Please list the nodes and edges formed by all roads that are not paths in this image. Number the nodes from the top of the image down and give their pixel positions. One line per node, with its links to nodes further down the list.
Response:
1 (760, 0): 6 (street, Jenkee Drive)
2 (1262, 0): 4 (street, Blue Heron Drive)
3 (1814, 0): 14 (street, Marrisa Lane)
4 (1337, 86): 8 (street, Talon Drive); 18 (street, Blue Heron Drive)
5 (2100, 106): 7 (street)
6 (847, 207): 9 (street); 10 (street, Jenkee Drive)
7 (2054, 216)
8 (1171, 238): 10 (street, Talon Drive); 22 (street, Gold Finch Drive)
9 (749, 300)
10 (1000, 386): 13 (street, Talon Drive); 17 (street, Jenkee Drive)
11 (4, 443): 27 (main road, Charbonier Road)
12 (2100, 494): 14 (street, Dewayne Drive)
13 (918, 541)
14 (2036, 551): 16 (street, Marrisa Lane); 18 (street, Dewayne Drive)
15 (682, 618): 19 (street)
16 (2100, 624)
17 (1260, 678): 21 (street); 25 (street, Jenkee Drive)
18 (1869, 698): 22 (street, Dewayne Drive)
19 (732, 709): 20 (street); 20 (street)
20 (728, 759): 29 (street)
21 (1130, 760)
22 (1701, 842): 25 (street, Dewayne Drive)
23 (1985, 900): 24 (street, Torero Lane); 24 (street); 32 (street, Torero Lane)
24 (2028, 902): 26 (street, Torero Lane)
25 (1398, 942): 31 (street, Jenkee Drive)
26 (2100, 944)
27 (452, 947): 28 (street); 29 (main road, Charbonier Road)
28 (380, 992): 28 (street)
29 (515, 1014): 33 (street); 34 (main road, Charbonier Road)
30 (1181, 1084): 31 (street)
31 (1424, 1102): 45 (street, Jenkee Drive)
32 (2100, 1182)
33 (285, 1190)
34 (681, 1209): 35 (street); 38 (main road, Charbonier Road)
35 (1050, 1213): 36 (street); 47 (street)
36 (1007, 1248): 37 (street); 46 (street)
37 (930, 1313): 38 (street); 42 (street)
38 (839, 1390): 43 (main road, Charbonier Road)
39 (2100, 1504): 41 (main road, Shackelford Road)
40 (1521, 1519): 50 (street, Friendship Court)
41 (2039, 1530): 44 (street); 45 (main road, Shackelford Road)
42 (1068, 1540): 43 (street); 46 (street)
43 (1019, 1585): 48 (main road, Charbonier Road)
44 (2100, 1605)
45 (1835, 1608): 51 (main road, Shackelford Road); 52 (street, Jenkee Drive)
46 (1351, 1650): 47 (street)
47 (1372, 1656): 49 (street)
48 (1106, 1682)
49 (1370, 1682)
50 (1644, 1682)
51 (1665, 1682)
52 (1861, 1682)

——————

Copy all the lines from the data above that hold the word "Shackelford".

39 (2100, 1504): 41 (main road, Shackelford Road)
41 (2039, 1530): 44 (street); 45 (main road, Shackelford Road)
45 (1835, 1608): 51 (main road, Shackelford Road); 52 (street, Jenkee Drive)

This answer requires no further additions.